Change of Mind By Mike White. The idea of African Americans "passing" for Caucasians as has been examined throughout the history of American cinema...

The idea of African Americans "passing" for Caucasians as has been examined throughout the history of American cinema.

This came to fore most noticeably during a spate of "passing" films during the ’50s and ’60s that included the Douglas Sirk remake of Imitation of Life (1959), Fred Wilcox’s I Passed for White (1960), and Hugo Haas’s Night of the Quarter Moon (1959). These films fell out of favor as the civil rights movement gained momentum. Rather than passing for white, Carl Lerner’s Black Like Me (1964) attempted to examine race relations via a white man (James Whitmore) posing as black.

Lerner’s theme would be reworked as a comedy in 1996 via Steve Miner’s Soul Man. Since then, most passing has been done in comedies wherein black characters portray whites: Chris and Paul Weitz’s Down to Earth (2001), Donald Petrie’s The Associate (1996), and Charles Lane’s True Identity (1991). It should be noted that passing made a notable return in Robert Benton’s The Human Stain (2003).

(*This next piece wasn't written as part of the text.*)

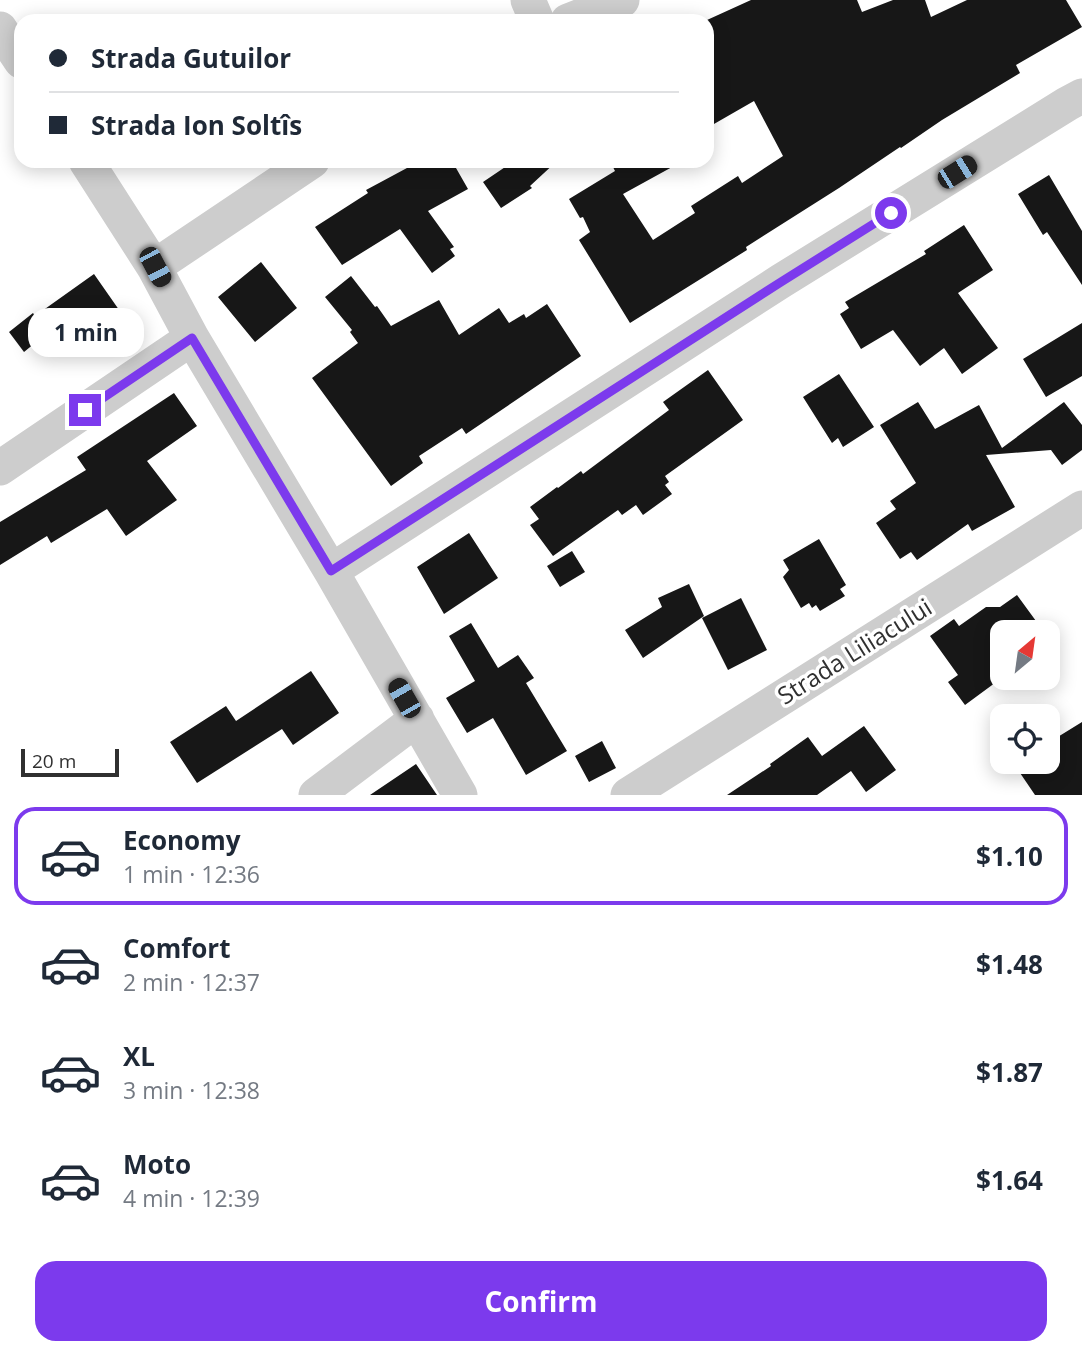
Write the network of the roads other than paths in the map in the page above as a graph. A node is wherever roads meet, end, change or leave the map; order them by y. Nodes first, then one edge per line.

Looking at Black Like Me and Soul Man as bookends between "passing" melodramas and "race-switching" comedies, we see a small group of films in the middle that fit into neither of these genres. Instead, they could be considered science fiction, fantasy, or even exploitation films. Released during the tumultuous end of the ’60s, each explored racial relations by turning the tables on their protagonists. In Melvin Van Peebles’s The Watermelon Man (1970), insurance salesman Jeff Gerber (Godfrey Cambridge) wakes up to find that he’s turned black overnight. Meanwhile, in Lee Frost’s The Thing with Two Heads (1972), Dr. Maxwell Kirshner (Ray Milland) has his head transplanted onto the body of African American convict Jack Moss (Rosy Grier) in an emergency medical procedure. While both of these films have found popularity and have been released on DVD, a major race-switching film has remained an obscurity until recently.

Liberated from a German film vault, Robert Stevens’s Change of Mind (1969) begins in an operating theater where district attorney David Rowe is undergoing a radical medical procedure. Doctors transplant his brain from his cancer-ridden body into the skull of Ralph Dickson (Raymond St. Jacques). During recovery, he quickly notices how differently his former friends and coworkers treat him. Some of his friends are forced to confront their own racism. A few accept him readily while others abandon him. Worse yet are those who appear to be friends but backbite him at every opportunity.

Most affected by living with this new body is not David Rowe but his wife, Meg (Susan Oliver). She has difficulty coming to terms with her husband’s personality suddenly coming from a stranger. Change of Mind does a great job exploring the uncanny experience of a man living life with a new face. He may be David Rowe but he looks like Ralph Dickson. David still finds himself shocked at his reflection and plagued by bizarre dreams.

Quickly recovered, David goes back to work. Of course, his first case has race at its core as he’s prosecuting white Sheriff Gene Webb (Leslie Neilson) for the death of black Henrietta Johnson. You can best believe that Webb comes off as being as racist as the day is long. More distasteful than Webb’s epitaph-laced rhetoric, Rowe is threatened and cajoled by his coworkers and superiors.

If Change of Mind has a weak spot it comes from the unexplained relationship between Ralph Dickson and David Rowe. How Dickson’s healthy body became the vehicle for Rowe goes unaddressed until almost an hour into the film. And, even then, it’s left a bit sketchy. Thankfully the film avoids having an ironic twist that Dickson was involved in the murder of Henrietta Johnson, as if to predate James D. Parriott’s Heart Condition (1990) in which a white cop (Bob Hoskins) has the heart of a dead lawyer (Denzel Washington).

The scenes involving Dickson’s widow, Elizabeth, are particularly poignant. Janet MacLachlan wonderfully conveys the hurt and confusion of seeing a loved one as a stranger. It’s only when Meg talks to Elizabeth that the two women can come to grips with this new man in their lives.

Change of Mind ends a bit too abruptly for my liking. While I wasn’t expecting complete resolution, the film left me hanging. Perhaps it was this open ending that doomed this film to relative obscurity. Moreover, it was probably the mature approach of volatile subject matter told with such a bizarre conceit that left Change of Mind omitted from the pantheon of cinematic race portrayals.